Task objective →
Take each line of the data that contains the string "Bogotá" and copy it.

Records to use →

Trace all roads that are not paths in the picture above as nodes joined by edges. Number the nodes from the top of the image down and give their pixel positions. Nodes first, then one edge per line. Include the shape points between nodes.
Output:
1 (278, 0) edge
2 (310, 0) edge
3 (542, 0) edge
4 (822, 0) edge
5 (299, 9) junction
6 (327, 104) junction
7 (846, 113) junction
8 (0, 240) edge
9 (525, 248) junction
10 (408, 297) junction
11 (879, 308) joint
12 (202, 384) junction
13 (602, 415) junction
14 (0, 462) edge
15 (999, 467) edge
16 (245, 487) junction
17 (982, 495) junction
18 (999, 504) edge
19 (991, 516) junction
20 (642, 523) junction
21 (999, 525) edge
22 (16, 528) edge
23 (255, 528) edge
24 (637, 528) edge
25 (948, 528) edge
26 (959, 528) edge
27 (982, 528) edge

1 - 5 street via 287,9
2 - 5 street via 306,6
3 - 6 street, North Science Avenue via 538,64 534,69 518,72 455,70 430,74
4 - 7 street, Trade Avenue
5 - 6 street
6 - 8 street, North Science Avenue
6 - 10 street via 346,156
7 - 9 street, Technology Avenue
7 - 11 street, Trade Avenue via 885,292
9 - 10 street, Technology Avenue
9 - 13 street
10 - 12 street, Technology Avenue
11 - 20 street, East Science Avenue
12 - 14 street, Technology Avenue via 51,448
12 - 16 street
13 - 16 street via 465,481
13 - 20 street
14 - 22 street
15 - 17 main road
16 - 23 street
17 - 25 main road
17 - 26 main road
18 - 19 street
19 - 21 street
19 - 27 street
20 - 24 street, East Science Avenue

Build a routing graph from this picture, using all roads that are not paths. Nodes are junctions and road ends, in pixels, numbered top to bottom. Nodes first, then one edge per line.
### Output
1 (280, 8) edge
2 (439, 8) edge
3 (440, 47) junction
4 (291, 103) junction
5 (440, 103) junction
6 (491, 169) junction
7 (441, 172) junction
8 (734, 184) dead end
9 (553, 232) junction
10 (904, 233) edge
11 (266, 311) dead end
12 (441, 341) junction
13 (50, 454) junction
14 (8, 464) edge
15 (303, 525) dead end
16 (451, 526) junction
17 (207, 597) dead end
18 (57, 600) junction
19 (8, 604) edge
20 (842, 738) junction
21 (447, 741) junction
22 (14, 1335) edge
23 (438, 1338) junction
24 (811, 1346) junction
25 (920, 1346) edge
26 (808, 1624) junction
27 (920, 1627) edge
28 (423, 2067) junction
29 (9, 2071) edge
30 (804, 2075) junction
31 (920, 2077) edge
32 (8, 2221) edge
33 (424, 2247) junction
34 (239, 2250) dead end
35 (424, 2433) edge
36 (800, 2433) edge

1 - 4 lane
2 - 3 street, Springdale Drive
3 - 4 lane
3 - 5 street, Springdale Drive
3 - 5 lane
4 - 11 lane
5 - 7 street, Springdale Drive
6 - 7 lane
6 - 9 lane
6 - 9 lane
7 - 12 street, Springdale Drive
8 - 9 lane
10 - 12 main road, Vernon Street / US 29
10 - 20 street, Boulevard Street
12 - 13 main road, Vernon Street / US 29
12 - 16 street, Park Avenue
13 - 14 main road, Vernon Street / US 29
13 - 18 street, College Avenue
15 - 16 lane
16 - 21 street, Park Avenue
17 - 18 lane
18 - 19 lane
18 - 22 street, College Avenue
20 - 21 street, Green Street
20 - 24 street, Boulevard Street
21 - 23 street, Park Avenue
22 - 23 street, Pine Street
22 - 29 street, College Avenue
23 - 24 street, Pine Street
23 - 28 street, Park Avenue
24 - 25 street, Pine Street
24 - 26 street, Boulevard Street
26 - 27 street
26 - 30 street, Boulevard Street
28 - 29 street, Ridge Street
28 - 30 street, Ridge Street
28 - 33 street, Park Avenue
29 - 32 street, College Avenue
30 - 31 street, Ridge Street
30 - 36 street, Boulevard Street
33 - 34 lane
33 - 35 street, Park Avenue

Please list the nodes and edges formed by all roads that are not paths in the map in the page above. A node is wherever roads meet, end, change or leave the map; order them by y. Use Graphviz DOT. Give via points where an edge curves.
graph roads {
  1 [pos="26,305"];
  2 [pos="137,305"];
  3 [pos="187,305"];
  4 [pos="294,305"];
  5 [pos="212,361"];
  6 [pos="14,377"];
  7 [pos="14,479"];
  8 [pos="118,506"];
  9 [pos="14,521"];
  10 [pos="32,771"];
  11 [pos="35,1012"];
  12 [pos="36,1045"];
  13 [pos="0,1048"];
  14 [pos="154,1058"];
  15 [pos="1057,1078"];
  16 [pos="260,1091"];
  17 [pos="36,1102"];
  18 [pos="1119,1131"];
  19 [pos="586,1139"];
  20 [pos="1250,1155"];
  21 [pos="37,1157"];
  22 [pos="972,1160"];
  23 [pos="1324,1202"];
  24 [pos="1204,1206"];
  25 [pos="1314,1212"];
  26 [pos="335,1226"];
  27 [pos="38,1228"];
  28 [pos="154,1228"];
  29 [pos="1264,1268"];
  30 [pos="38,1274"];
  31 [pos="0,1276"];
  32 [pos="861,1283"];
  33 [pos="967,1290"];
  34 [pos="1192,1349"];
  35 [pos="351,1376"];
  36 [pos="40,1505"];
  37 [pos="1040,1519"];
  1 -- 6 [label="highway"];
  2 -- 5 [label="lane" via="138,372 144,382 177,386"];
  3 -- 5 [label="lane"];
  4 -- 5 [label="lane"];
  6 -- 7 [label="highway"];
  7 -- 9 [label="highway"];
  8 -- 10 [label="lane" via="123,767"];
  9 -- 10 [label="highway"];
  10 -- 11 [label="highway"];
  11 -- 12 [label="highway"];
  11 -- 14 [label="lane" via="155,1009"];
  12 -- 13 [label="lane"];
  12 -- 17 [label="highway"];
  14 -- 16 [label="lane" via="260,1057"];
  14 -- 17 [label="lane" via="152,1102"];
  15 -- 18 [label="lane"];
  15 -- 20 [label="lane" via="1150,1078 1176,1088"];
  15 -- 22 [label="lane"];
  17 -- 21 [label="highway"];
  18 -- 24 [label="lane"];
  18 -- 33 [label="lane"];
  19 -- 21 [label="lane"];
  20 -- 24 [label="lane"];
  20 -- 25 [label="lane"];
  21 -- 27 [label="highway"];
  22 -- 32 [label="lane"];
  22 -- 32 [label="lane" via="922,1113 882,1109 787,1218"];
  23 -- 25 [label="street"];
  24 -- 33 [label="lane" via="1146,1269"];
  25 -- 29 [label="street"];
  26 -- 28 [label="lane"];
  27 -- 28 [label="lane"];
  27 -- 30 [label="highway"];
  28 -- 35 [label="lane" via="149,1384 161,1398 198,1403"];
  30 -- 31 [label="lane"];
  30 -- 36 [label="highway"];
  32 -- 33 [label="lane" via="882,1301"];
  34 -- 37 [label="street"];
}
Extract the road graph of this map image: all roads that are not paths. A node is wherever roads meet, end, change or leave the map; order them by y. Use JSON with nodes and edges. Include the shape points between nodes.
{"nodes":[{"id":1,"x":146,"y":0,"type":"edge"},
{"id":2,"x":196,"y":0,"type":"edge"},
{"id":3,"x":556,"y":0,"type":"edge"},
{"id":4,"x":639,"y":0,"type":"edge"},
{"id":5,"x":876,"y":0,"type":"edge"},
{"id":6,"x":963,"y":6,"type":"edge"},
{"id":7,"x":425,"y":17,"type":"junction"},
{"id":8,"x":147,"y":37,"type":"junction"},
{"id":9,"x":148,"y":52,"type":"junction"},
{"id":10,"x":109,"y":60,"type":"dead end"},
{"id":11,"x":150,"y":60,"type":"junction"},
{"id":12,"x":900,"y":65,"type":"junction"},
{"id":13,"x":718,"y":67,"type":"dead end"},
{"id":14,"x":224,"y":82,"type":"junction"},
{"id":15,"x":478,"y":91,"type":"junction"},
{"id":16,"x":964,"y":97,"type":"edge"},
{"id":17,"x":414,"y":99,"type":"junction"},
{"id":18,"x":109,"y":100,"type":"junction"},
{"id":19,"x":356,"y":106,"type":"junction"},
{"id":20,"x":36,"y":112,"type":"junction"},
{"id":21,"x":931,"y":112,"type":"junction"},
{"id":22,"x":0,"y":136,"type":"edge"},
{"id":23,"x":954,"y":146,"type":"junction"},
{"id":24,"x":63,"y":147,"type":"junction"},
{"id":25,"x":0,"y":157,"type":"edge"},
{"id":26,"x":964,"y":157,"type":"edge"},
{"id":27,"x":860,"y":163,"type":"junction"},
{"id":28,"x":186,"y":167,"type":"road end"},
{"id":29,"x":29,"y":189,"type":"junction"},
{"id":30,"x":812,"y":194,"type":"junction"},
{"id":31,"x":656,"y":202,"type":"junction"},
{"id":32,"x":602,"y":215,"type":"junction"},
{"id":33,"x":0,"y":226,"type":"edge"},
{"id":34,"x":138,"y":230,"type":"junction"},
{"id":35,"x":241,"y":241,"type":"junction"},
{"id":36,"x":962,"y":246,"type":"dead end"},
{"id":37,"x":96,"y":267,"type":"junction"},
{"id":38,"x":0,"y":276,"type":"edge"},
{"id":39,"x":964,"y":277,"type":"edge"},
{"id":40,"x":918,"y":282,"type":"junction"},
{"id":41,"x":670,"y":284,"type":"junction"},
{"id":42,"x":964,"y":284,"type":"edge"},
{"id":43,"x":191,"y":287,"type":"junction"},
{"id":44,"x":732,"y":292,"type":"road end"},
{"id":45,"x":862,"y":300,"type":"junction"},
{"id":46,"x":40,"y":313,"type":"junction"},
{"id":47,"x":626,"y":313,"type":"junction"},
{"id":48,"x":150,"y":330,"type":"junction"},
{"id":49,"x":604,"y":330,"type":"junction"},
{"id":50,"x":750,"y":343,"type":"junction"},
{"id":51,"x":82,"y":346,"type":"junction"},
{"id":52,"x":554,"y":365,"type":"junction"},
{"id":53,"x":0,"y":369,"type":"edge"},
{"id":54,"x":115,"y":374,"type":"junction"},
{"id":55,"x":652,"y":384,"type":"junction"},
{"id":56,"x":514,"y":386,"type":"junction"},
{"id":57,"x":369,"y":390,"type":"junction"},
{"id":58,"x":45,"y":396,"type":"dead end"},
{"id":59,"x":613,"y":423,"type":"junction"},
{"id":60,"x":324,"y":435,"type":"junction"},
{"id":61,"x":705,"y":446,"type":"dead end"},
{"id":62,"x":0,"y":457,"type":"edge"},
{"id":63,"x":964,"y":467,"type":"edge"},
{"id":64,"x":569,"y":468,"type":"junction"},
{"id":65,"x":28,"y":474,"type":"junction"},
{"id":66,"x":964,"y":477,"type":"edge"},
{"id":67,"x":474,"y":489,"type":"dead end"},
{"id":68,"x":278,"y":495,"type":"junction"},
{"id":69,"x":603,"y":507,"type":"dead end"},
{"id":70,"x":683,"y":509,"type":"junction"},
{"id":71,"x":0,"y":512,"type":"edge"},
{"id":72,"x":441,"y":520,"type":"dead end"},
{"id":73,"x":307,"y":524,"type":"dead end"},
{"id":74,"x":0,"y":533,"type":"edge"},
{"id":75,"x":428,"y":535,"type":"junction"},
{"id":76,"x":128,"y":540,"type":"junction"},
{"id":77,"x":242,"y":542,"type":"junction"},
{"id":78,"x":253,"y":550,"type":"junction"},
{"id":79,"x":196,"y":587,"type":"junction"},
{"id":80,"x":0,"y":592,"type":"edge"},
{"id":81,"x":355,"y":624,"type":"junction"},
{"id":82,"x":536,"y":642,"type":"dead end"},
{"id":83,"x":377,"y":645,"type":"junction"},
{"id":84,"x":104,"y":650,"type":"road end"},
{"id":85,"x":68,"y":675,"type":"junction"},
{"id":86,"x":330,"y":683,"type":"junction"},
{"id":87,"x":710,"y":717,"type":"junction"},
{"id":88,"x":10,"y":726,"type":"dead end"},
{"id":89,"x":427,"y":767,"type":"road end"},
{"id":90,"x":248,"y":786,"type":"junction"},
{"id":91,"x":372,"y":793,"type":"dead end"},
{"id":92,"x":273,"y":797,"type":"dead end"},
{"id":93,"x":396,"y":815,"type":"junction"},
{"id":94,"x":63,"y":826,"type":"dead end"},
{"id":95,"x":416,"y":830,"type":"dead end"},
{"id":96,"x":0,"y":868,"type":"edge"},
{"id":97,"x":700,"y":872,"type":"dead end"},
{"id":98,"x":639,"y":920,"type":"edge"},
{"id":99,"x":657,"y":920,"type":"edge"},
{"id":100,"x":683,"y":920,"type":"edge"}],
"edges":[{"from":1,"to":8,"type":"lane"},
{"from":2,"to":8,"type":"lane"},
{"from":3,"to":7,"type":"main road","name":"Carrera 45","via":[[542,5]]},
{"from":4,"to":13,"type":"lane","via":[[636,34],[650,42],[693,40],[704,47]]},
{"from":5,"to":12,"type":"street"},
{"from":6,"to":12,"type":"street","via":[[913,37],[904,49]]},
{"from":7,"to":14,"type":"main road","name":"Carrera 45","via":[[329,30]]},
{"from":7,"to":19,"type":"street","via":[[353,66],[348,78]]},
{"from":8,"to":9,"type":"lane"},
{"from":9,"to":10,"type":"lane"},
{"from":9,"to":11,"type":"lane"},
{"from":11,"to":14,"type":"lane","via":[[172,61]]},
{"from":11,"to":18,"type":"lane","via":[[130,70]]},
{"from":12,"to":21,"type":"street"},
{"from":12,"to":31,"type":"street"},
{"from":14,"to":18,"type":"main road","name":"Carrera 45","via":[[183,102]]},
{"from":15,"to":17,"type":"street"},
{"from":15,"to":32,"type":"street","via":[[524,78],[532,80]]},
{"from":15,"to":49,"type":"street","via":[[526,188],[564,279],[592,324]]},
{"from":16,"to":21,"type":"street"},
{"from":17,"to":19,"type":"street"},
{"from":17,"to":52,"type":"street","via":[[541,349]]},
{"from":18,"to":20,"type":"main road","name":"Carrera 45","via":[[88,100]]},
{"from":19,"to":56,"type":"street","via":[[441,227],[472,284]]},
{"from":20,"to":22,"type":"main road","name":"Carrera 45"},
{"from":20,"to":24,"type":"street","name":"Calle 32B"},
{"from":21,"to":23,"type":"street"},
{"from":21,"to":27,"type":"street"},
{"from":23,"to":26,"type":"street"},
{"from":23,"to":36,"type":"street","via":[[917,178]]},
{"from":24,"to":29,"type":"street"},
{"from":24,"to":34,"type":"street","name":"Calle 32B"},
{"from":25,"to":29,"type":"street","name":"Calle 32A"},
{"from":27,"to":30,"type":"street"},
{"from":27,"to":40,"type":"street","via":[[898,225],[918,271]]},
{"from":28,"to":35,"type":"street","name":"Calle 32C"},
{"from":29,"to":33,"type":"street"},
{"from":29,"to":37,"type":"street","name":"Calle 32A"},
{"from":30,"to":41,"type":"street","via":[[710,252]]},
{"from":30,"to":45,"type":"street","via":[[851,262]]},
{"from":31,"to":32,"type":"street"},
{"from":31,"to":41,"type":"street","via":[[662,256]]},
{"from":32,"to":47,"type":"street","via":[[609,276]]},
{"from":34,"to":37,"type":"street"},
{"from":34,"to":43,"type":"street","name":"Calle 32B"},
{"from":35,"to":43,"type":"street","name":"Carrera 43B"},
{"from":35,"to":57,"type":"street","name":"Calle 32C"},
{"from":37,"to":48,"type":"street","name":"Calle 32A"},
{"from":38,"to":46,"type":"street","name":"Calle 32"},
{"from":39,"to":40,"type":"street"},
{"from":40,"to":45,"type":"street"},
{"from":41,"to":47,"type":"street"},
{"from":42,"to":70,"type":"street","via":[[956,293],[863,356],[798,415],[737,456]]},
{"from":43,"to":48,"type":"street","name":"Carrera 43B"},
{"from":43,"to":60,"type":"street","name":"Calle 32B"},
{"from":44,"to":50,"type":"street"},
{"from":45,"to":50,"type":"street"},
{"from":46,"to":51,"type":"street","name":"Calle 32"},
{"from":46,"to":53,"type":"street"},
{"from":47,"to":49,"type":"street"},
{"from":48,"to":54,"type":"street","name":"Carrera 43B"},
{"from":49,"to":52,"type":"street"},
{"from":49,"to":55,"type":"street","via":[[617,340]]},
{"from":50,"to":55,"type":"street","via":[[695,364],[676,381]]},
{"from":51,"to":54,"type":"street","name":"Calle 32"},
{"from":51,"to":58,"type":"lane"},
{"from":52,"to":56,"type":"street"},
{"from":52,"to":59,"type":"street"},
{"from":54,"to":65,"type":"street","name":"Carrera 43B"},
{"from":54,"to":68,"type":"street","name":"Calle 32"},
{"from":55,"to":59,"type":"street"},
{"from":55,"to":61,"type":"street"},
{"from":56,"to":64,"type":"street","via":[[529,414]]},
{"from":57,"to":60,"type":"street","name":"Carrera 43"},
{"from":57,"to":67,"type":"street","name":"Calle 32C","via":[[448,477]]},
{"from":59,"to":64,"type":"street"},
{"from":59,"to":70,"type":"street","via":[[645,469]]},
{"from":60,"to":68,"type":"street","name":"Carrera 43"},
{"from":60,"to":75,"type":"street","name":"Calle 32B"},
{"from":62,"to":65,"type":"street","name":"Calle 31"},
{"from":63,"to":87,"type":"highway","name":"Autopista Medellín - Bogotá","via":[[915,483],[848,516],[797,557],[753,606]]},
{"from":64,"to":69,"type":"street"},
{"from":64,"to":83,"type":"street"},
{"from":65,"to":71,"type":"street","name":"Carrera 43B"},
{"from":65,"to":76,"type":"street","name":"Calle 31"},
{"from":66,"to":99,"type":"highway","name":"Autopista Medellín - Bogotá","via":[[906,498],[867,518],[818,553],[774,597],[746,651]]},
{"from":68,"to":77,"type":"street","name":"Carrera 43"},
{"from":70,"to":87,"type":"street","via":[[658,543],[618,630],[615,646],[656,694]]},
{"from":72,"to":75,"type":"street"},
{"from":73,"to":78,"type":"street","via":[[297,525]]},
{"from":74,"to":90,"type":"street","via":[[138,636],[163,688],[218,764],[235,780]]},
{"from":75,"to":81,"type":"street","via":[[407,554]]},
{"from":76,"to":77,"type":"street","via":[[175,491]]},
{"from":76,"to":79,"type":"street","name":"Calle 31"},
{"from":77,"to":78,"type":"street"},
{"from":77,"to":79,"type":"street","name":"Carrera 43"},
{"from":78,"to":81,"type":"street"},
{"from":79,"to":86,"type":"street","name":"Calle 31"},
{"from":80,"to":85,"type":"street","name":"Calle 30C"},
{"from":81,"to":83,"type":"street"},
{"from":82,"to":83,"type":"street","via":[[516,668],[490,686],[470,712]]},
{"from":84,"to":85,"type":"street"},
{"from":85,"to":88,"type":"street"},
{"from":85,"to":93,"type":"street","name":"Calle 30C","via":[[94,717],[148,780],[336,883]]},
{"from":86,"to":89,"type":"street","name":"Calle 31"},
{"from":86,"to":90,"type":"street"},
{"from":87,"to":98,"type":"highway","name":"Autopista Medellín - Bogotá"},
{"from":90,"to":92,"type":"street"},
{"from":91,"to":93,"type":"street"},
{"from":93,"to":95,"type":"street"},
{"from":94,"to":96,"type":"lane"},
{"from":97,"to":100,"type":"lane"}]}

Answer to the problem →
{"from":63,"to":87,"type":"highway","name":"Autopista Medellín - Bogotá","via":[[915,483],[848,516],[797,557],[753,606]]},
{"from":66,"to":99,"type":"highway","name":"Autopista Medellín - Bogotá","via":[[906,498],[867,518],[818,553],[774,597],[746,651]]},
{"from":87,"to":98,"type":"highway","name":"Autopista Medellín - Bogotá"},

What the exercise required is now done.